• Task to complete
In the listing below, how many lines include "topology"? Give the number and no other text.

• Task input
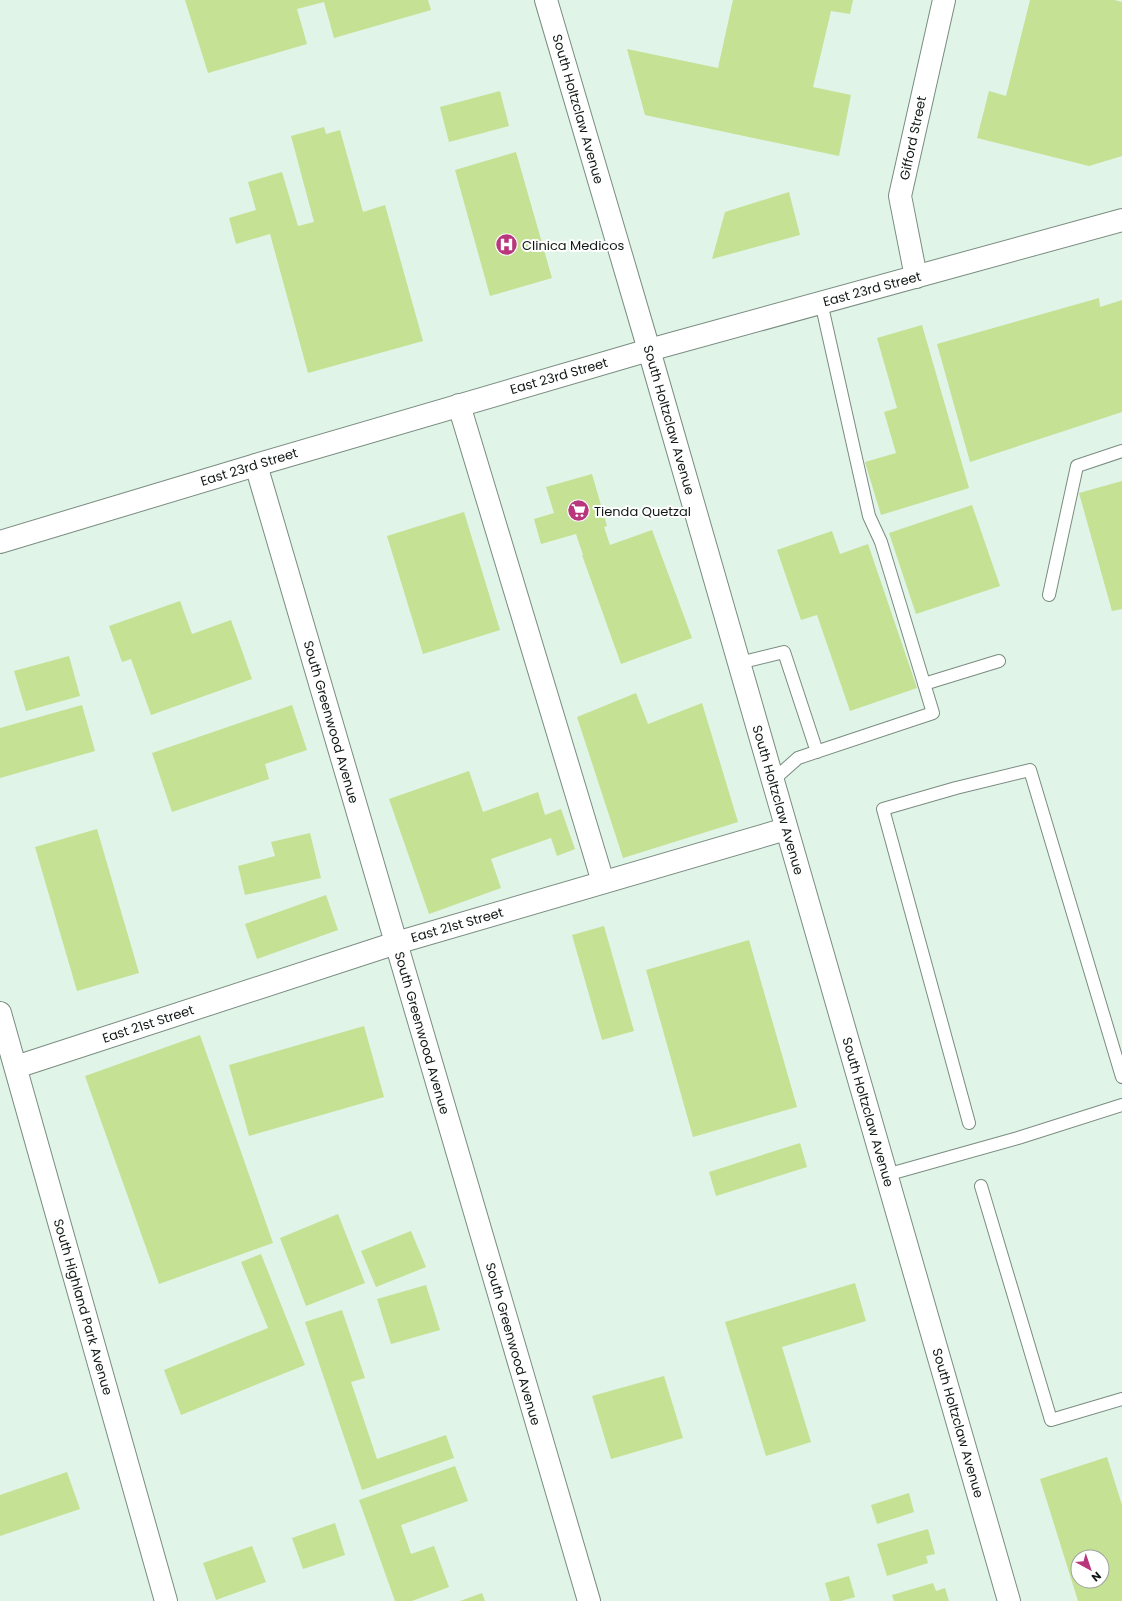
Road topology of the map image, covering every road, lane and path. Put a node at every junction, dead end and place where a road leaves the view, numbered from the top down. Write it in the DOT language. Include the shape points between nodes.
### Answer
graph roads {
  1 [pos="546,0"];
  2 [pos="944,0"];
  3 [pos="1122,220"];
  4 [pos="916,277"];
  5 [pos="821,302"];
  6 [pos="649,350"];
  7 [pos="459,405"];
  8 [pos="1122,451"];
  9 [pos="256,465"];
  10 [pos="0,542"];
  11 [pos="1049,594"];
  12 [pos="999,661"];
  13 [pos="739,663"];
  14 [pos="924,684"];
  15 [pos="817,752"];
  16 [pos="772,781"];
  17 [pos="786,829"];
  18 [pos="603,882"];
  19 [pos="396,943"];
  20 [pos="0,1013"];
  21 [pos="16,1067"];
  22 [pos="1122,1077"];
  23 [pos="1122,1105"];
  24 [pos="969,1123"];
  25 [pos="886,1175"];
  26 [pos="981,1186"];
  27 [pos="1122,1399"];
  28 [pos="166,1601"];
  29 [pos="589,1601"];
  30 [pos="1009,1601"];
  1 -- 6 [label="street, South Holtzclaw Avenue"];
  2 -- 4 [label="street, Gifford Street" via="900,196"];
  3 -- 4 [label="street, East 23rd Street"];
  4 -- 5 [label="street, East 23rd Street"];
  5 -- 6 [label="street, East 23rd Street"];
  5 -- 14 [label="lane" via="869,516 881,542"];
  6 -- 7 [label="street, East 23rd Street"];
  6 -- 13 [label="street, South Holtzclaw Avenue"];
  7 -- 9 [label="street, East 23rd Street"];
  7 -- 18 [label="street"];
  8 -- 11 [label="lane" via="1078,466"];
  9 -- 10 [label="street, East 23rd Street"];
  9 -- 19 [label="street, South Greenwood Avenue"];
  12 -- 14 [label="lane"];
  13 -- 15 [label="lane" via="784,652"];
  13 -- 16 [label="street, South Holtzclaw Avenue"];
  14 -- 15 [label="lane" via="933,713"];
  15 -- 16 [label="lane" via="798,758"];
  16 -- 17 [label="street, South Holtzclaw Avenue"];
  17 -- 18 [label="street, East 21st Street"];
  17 -- 25 [label="street, South Holtzclaw Avenue"];
  18 -- 19 [label="street, East 21st Street"];
  19 -- 21 [label="street, East 21st Street"];
  19 -- 29 [label="street, South Greenwood Avenue"];
  20 -- 21 [label="street, South Highland Park Avenue"];
  21 -- 28 [label="street, South Highland Park Avenue"];
  22 -- 24 [label="lane" via="1030,770 883,809"];
  23 -- 25 [label="lane" via="1018,1138"];
  25 -- 30 [label="street, South Holtzclaw Avenue"];
  26 -- 27 [label="lane" via="1051,1420"];
}
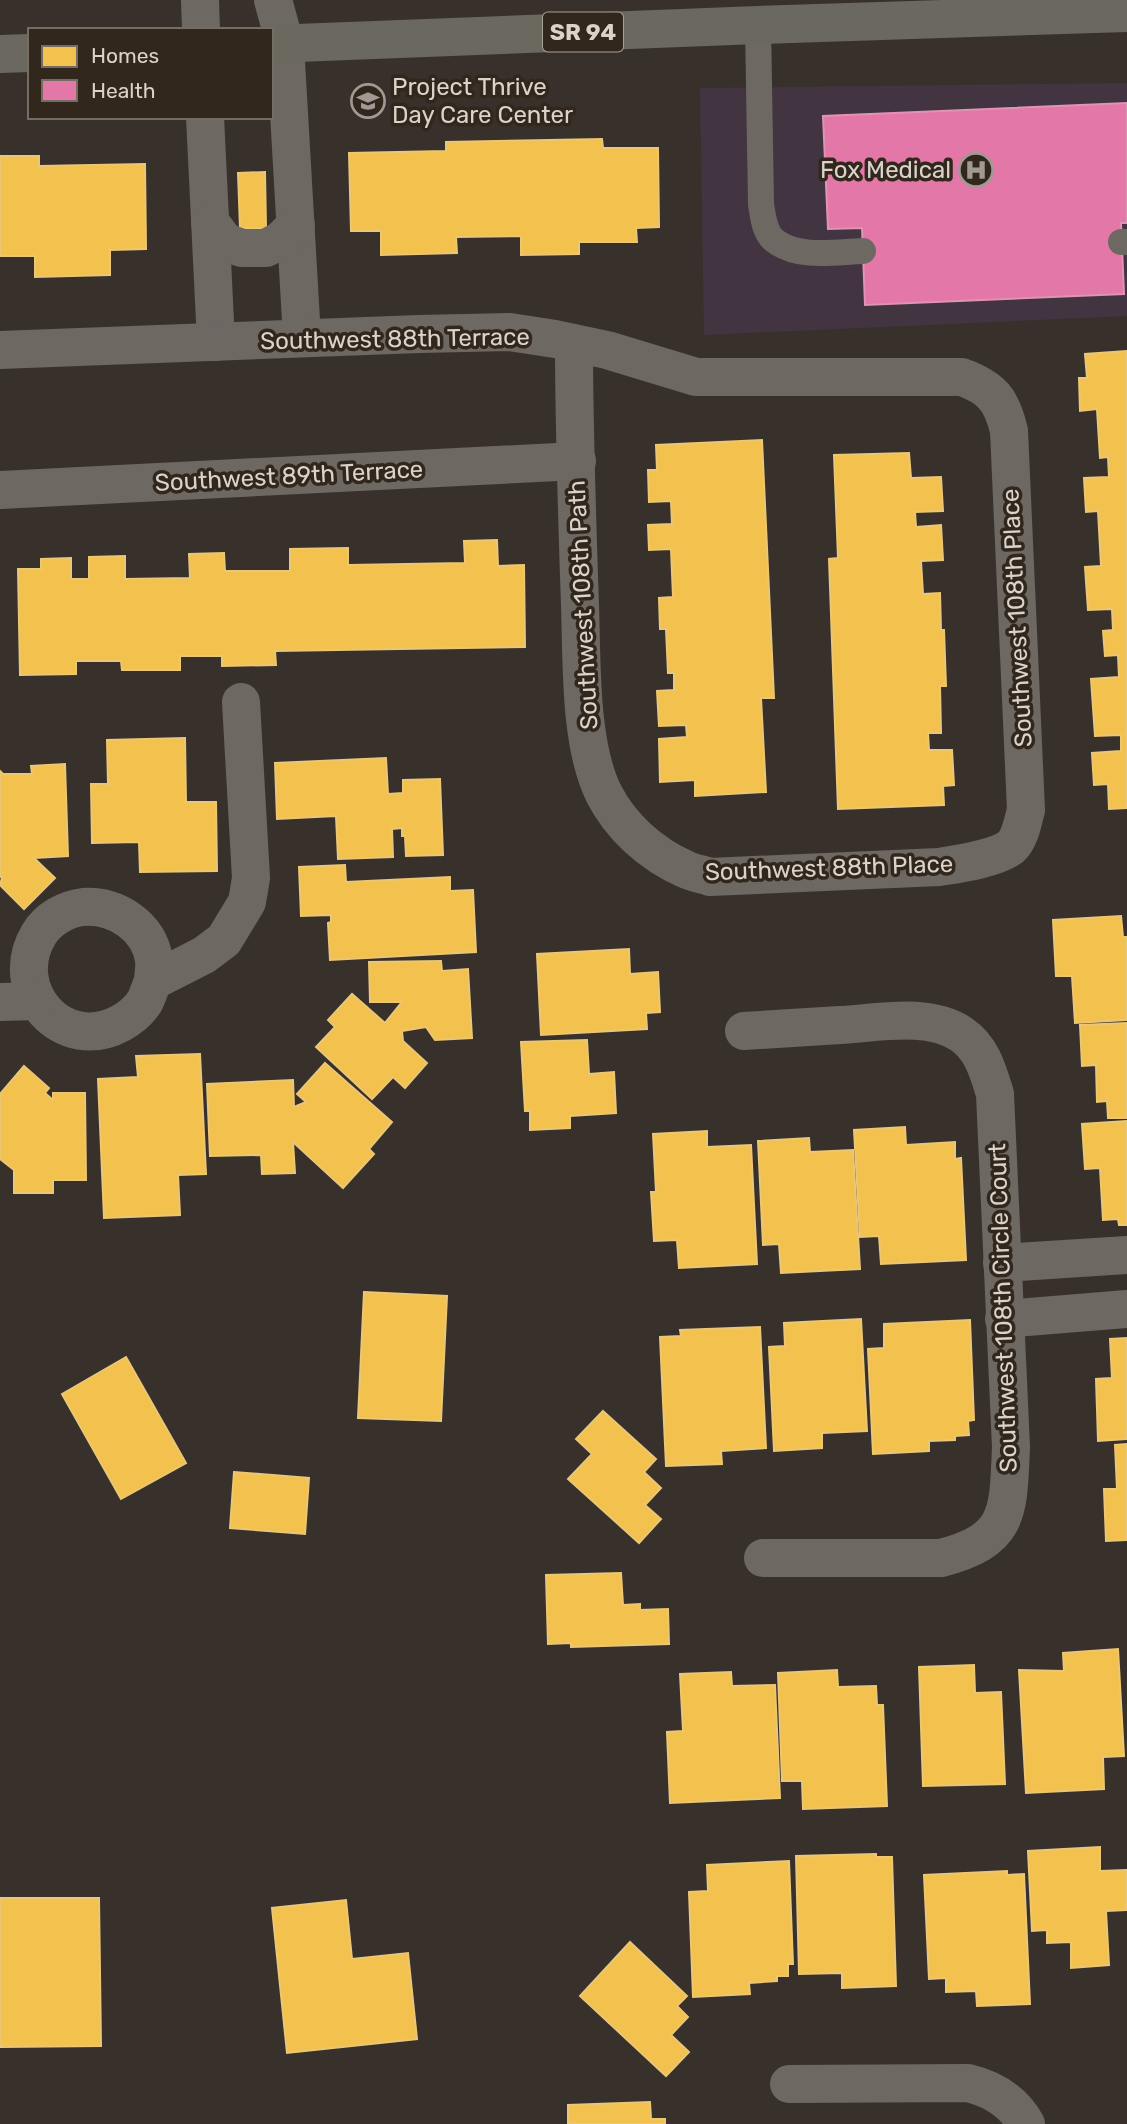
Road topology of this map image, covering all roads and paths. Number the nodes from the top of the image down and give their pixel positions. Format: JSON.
{"nodes":[{"id":1,"x":200,"y":0,"type":"edge"},
{"id":2,"x":273,"y":0,"type":"edge"},
{"id":3,"x":1127,"y":13,"type":"edge"},
{"id":4,"x":758,"y":25,"type":"junction"},
{"id":5,"x":201,"y":28,"type":"edge"},
{"id":6,"x":278,"y":44,"type":"edge"},
{"id":7,"x":28,"y":53,"type":"edge"},
{"id":8,"x":0,"y":54,"type":"edge"},
{"id":9,"x":205,"y":119,"type":"edge"},
{"id":10,"x":210,"y":222,"type":"junction"},
{"id":11,"x":296,"y":225,"type":"junction"},
{"id":12,"x":863,"y":251,"type":"dead end"},
{"id":13,"x":302,"y":338,"type":"junction"},
{"id":14,"x":216,"y":342,"type":"junction"},
{"id":15,"x":574,"y":343,"type":"junction"},
{"id":16,"x":0,"y":350,"type":"edge"},
{"id":17,"x":991,"y":392,"type":"joint"},
{"id":18,"x":577,"y":461,"type":"junction"},
{"id":19,"x":0,"y":490,"type":"edge"},
{"id":20,"x":241,"y":702,"type":"dead end"},
{"id":21,"x":1012,"y":846,"type":"joint"},
{"id":22,"x":650,"y":848,"type":"joint"},
{"id":23,"x":153,"y":981,"type":"junction"},
{"id":24,"x":19,"y":1001,"type":"edge"},
{"id":25,"x":744,"y":1031,"type":"dead end"},
{"id":26,"x":1127,"y":1255,"type":"edge"},
{"id":27,"x":1002,"y":1263,"type":"junction"},
{"id":28,"x":1127,"y":1309,"type":"edge"},
{"id":29,"x":1004,"y":1319,"type":"junction"},
{"id":30,"x":763,"y":1558,"type":"dead end"},
{"id":31,"x":789,"y":2084,"type":"dead end"},
{"id":32,"x":1026,"y":2124,"type":"edge"}],
"edges":[{"from":1,"to":5,"type":"street"},
{"from":2,"to":6,"type":"street"},
{"from":3,"to":4,"type":"main road","number":"SR 94"},
{"from":4,"to":6,"type":"main road","number":"SR 94"},
{"from":4,"to":12,"type":"lane"},
{"from":6,"to":11,"type":"street"},
{"from":7,"to":8,"type":"main road"},
{"from":9,"to":10,"type":"street"},
{"from":10,"to":11,"type":"street"},
{"from":10,"to":14,"type":"street"},
{"from":11,"to":13,"type":"street"},
{"from":13,"to":14,"type":"street","name":"Southwest 88th Terrace"},
{"from":13,"to":15,"type":"street","name":"Southwest 88th Terrace"},
{"from":14,"to":16,"type":"street","name":"Southwest 88th Terrace"},
{"from":15,"to":17,"type":"street","name":"Southwest 88th Terrace"},
{"from":15,"to":18,"type":"street","name":"Southwest 108th Path"},
{"from":17,"to":21,"type":"street","name":"Southwest 108th Place"},
{"from":18,"to":19,"type":"street","name":"Southwest 89th Terrace"},
{"from":18,"to":22,"type":"street","name":"Southwest 108th Path"},
{"from":20,"to":23,"type":"street"},
{"from":21,"to":22,"type":"street","name":"Southwest 88th Place"},
{"from":23,"to":24,"type":"street"},
{"from":23,"to":24,"type":"street"},
{"from":25,"to":27,"type":"street","name":"Southwest 108th Circle Court"},
{"from":26,"to":27,"type":"street"},
{"from":27,"to":29,"type":"street","name":"Southwest 108th Circle Court"},
{"from":28,"to":29,"type":"street"},
{"from":29,"to":30,"type":"street","name":"Southwest 108th Circle Court"},
{"from":31,"to":32,"type":"street"}]}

• Answer below
2